19. The plaintiff’s son (P.W. 4) has said that the property could be let out at a monthly rental of Rs. 250/- at the time Ext. 2 was executed. It is said that the plaintiff was in need of money for construction purposes. In these circumstances, in agreement with the trial Court I hold that it does not stand to reason as to why the property could be given in mortgage for a period of five years taking only Rs. 900 at a time and thereby defeating the very purpose of taking the loan at such a ridiculous rate of rent, i.e., Rs. 75 per month only. It seems apparent, therefore, that the only intention to take recourse to this document was to get the rent for the whole year in advance and this being directly prohibited by Section 3 of the Buildings Control Act, the mortgage bond must be held to be illegal and, therefore, it cannot be made any basis for recovery of possession in court, being directly hit by Section 23 of the Indian Contract Act, the court being fully entitled to tear the veil and examine the real intention of a transaction. The case, therefore, has been rightly examined treating the relationship between the parties as a landlord and a monthly tenant.

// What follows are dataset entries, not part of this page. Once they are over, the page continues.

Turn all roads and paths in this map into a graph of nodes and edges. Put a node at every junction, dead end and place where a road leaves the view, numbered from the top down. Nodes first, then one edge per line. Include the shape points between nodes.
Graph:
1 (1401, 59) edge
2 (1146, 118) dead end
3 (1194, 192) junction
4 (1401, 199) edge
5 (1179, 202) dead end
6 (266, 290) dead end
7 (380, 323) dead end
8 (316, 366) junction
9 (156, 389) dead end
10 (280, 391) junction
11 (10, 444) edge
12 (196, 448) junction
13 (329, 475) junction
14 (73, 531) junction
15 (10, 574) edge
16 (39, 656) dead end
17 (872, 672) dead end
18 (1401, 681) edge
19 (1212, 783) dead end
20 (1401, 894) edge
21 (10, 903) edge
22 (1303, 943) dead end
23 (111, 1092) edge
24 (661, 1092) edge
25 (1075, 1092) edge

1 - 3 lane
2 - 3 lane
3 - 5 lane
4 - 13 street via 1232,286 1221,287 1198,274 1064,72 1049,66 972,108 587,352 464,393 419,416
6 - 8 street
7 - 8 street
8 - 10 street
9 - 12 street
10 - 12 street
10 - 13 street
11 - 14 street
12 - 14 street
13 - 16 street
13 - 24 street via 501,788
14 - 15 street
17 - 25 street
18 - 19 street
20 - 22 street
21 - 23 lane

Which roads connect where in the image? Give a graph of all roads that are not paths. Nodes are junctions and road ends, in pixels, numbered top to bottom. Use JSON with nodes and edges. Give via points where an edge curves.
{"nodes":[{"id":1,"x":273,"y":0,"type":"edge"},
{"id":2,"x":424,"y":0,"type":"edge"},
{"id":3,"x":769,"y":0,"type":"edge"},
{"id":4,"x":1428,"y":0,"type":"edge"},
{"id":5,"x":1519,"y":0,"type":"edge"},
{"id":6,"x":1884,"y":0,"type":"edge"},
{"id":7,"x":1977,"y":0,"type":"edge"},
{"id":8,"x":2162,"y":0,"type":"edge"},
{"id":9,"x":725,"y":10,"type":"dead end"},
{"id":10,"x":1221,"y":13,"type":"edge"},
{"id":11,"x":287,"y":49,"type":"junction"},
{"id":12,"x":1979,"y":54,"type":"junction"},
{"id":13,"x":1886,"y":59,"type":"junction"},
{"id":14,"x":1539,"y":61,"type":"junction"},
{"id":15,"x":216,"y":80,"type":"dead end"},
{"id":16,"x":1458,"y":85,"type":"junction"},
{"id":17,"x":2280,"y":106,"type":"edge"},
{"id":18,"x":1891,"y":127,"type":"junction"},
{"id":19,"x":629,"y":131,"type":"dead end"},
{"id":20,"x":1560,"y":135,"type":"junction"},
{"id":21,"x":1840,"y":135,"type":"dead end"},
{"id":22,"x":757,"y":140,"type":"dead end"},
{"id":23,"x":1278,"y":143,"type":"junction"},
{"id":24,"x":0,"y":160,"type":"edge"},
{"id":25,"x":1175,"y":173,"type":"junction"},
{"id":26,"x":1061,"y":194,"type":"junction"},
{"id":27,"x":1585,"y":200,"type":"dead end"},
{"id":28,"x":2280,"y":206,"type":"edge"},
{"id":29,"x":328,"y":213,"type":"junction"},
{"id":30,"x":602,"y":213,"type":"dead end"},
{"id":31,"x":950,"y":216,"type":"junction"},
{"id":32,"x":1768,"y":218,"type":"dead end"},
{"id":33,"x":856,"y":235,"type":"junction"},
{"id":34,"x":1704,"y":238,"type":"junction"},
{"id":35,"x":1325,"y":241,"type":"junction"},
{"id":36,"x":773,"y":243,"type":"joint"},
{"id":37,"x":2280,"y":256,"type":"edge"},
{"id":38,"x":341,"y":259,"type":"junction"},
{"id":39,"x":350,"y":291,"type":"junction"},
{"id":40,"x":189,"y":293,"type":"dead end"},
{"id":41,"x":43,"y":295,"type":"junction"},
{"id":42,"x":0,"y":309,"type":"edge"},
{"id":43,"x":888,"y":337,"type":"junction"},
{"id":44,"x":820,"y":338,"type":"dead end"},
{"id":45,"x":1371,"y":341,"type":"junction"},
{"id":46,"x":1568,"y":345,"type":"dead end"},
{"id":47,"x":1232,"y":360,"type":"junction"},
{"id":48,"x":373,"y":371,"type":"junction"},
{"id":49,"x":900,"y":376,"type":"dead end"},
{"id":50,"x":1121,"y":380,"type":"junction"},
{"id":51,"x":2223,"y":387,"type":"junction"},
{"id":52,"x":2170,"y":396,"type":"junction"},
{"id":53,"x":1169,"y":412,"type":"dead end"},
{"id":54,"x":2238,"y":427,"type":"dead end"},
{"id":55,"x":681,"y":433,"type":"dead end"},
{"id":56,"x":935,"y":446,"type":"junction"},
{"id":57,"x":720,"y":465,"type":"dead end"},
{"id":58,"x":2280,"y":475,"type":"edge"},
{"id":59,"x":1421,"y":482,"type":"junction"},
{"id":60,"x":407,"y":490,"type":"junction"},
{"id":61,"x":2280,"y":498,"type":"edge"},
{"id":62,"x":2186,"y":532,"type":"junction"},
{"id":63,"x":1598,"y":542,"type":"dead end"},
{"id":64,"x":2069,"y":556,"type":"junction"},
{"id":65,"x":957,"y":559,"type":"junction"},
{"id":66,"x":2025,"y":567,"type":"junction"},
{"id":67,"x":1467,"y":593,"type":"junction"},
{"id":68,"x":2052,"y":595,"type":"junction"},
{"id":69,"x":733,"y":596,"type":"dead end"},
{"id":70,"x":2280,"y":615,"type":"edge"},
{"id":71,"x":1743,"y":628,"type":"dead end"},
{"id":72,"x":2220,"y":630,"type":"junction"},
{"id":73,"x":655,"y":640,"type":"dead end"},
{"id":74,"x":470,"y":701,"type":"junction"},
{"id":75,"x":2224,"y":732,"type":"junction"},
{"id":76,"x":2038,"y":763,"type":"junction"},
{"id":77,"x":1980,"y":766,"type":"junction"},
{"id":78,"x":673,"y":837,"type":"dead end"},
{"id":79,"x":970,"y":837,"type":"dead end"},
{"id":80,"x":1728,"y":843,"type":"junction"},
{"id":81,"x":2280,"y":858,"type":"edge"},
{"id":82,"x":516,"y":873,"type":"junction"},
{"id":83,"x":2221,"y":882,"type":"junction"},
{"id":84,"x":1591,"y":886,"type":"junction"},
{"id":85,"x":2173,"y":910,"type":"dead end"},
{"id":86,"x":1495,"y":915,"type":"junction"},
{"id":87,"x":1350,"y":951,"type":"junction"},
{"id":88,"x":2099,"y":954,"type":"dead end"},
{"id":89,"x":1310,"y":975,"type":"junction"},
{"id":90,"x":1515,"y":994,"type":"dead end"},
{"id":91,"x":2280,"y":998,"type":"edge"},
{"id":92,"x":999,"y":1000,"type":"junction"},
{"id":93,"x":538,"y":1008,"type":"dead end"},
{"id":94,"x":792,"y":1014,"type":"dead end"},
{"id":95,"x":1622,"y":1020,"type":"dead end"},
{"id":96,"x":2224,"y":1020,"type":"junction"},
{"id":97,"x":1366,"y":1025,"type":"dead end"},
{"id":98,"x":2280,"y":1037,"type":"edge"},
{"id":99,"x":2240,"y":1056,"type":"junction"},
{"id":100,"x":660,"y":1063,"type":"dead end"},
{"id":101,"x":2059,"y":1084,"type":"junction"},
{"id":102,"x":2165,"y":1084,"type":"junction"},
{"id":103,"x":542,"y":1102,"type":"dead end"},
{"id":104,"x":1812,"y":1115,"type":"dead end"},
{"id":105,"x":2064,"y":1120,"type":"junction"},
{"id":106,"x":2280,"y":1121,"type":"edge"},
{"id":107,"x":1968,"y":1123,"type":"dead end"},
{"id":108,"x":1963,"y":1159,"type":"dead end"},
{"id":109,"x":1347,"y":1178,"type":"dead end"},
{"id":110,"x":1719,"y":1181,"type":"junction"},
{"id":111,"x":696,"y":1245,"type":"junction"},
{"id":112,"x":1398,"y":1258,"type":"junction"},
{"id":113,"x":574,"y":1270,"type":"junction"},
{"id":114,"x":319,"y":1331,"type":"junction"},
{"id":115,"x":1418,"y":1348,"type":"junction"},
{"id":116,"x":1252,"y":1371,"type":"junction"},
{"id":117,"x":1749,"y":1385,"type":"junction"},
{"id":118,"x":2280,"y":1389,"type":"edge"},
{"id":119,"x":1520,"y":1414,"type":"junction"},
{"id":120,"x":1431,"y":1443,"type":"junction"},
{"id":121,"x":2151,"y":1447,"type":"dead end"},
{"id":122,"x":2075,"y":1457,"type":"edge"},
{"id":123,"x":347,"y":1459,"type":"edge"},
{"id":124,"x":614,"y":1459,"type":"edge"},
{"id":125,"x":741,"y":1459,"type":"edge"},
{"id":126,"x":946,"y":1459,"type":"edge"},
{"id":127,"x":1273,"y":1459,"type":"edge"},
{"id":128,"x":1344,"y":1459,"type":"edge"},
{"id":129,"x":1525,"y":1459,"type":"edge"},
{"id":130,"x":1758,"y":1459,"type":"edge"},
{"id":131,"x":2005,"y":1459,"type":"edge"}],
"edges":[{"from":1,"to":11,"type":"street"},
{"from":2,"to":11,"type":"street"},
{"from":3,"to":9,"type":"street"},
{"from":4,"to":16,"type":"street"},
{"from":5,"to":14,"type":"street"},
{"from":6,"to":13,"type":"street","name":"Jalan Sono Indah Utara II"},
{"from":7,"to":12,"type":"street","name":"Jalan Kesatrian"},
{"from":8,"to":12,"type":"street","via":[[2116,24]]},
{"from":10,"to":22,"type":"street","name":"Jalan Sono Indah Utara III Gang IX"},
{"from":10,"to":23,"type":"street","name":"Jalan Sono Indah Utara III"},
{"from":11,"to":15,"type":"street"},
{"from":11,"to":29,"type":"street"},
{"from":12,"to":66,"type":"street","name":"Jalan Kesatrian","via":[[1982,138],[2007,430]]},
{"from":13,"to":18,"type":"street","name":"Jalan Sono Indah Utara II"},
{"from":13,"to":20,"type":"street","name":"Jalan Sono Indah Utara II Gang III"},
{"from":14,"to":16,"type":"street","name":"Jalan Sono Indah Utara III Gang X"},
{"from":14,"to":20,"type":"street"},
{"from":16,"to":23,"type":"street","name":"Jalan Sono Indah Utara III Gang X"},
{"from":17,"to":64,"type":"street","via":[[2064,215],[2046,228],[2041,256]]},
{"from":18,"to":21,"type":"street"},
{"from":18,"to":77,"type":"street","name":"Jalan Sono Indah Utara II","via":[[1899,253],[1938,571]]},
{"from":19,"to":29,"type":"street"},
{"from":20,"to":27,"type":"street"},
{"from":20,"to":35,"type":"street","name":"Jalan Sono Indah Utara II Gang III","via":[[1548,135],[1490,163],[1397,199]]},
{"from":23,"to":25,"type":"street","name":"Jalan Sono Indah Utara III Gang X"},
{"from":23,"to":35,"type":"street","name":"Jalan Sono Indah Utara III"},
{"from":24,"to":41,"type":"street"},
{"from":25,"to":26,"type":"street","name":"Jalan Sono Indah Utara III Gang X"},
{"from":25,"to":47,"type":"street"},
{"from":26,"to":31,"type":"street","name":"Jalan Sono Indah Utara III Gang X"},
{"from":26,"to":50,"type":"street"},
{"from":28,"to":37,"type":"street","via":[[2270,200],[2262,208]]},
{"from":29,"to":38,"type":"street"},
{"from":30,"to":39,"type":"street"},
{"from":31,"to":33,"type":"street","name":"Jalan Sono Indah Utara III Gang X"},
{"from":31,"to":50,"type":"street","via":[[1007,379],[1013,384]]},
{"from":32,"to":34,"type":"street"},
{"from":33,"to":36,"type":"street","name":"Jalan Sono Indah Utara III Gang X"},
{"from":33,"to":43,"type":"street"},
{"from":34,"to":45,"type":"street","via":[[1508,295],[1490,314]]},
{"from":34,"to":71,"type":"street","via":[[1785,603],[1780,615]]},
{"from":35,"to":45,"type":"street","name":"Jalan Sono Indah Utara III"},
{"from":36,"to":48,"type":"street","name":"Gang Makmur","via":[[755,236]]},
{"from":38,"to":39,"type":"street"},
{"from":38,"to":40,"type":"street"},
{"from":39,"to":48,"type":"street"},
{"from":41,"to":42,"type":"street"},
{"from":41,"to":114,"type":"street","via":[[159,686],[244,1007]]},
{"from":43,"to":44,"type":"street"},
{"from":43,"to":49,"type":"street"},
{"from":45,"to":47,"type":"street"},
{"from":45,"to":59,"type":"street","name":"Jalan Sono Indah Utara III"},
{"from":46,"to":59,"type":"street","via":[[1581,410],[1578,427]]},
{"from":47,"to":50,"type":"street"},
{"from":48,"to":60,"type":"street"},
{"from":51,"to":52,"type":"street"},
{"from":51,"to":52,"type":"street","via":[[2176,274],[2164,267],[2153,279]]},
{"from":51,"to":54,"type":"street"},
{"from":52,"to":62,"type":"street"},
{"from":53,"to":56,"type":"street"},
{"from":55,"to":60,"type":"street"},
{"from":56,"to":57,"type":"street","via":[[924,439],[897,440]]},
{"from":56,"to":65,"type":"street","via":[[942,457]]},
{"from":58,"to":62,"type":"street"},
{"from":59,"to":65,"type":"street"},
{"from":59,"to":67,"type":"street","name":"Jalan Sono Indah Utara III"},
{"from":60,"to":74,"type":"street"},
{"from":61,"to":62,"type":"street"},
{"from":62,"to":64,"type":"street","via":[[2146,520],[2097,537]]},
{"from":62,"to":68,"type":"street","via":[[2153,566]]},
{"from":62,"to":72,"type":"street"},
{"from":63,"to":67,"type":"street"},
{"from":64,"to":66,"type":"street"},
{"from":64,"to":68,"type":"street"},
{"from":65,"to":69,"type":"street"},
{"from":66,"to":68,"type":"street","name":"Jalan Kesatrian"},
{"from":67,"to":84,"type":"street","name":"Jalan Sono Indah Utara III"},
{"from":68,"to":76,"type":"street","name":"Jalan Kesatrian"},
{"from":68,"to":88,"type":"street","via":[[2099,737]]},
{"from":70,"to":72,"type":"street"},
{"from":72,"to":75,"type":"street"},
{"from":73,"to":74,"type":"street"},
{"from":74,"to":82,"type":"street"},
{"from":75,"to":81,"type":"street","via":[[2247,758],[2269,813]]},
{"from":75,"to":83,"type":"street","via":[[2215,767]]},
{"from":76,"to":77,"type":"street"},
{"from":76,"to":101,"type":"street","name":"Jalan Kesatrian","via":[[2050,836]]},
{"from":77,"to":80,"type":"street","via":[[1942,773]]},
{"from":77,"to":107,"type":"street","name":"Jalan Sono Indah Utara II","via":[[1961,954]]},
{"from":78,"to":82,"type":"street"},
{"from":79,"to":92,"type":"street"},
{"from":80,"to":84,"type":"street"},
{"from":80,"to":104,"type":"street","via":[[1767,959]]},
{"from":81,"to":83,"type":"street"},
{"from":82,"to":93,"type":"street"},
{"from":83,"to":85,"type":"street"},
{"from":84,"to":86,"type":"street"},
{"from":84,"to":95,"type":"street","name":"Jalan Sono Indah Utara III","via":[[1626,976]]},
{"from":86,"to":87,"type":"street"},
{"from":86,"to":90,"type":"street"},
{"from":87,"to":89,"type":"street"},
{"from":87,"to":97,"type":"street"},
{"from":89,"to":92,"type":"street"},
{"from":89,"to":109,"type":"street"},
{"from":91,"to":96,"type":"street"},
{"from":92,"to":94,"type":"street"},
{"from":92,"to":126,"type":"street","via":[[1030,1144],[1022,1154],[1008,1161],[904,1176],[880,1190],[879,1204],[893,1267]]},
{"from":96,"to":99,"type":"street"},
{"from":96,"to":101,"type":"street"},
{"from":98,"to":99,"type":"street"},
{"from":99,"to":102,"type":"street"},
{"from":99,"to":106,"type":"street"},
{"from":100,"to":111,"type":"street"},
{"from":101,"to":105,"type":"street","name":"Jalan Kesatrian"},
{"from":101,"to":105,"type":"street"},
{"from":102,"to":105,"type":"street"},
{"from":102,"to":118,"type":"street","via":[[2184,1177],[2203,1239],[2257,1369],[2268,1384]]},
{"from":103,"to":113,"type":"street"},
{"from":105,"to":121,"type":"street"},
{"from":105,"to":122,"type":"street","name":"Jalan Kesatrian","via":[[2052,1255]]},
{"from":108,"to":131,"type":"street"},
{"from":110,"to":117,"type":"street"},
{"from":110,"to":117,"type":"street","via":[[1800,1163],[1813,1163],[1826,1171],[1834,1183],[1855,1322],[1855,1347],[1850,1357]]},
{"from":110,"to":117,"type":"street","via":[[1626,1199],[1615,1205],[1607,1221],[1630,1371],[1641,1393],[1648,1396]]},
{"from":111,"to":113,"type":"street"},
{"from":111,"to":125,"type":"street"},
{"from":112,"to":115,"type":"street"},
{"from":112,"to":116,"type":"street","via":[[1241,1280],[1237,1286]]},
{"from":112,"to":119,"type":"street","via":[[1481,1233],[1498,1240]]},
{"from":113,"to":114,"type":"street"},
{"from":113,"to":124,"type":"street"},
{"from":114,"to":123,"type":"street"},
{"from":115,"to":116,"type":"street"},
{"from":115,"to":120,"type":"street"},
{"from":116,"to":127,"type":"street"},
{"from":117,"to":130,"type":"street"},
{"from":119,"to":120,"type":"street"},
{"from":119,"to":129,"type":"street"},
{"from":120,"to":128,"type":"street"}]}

20. Now I take up for consideration the two other grounds for eviction pressed into service by Mr. K. D. Chatterji on behalf of the landlord, namely, (1) eviction on the ground of personal necessity, and (2) eviction on the ground of breach of the conditions of tenancy.

Personal necessity.

21. We have seen the ground of personal necessity advanced by the plaintiff, namely, for setting up her sons in business; who belong to a trading family. P W. 4 Bijay Kumar Sarawgi, the eldest son of the plaintiff aged about 32 years has said in his evidence that out of five brothers two were reading in Calcutta in the year 1969 when he was examined and one was in service. The remaining two were idle and wanted to open a shop. It is also an admitted position that by the side of the disputed shops the plaintiff has got another room. With respect (o this accommodation the statement of P.W. 4 was that this was too small a place and was, therefore, not suitable for business. This place was being kept vacant for them so that they can amalgamate it with the shop katras after eviction of the defendants and then to start their business. He further said that in Sept., 1966 he had opened a sweelmeat shop in a tenanted accommodation available by the side of the disputed shop as indicated above, but the shop in the tenanted premises had to be vacated on account of the insistence of its landlord and the shop started in their own premises had to be closed. It also appears that the plaintiff has got another house in a lane about 10 ft. wide approximately 60 ft. further north of the shop in question which is on the Main Road in Ranchi town. The size of the rooms/ shops is only 8′ x 10′ and that several shops in this block were vacant. P.W. 7, Harakchand Sarawgi, a relation of the plaintiff, was the owner of the building in which the sweetmeat shop was opened. According to his evidence also in the room by the side of the suit premises no good business can he started (Bara karobar nahi ho sakta hai). According to the evidence of the defendants’ witnesses, however, the accommodation by the side of the suit premises was sufficient for opening a sweetmeat shop. The trial Court has not disbelieved as such the necessity of the plaintiff for starting a business but it has held that the claim for eviction from the suit premises on this account was not bona fide within the meaning of Clause (c) of Section 11 (1) of the Act inasmuch as the plaintiff had Other alternative accommodations, namely, the shop-katras in the lane indicated above as well as the space available by the side of the suit premises. In paragraph 18 of the judgment the trial Court has disposed of this question in these words:

“In the present case, as indicated above, the plaintiff has a number of shop rooms, including one by the side of the Main Road, lying vacant in which her sons could have easily started some business. If that business would have expanded and necessitated larger accommodation there could have been justification for getting the suit premises vacated but having not done that if the pre-sent suit was filed by making the above grounds, to my mind, it cannot be said that the alleged requirement is reasonable and in good faith…..”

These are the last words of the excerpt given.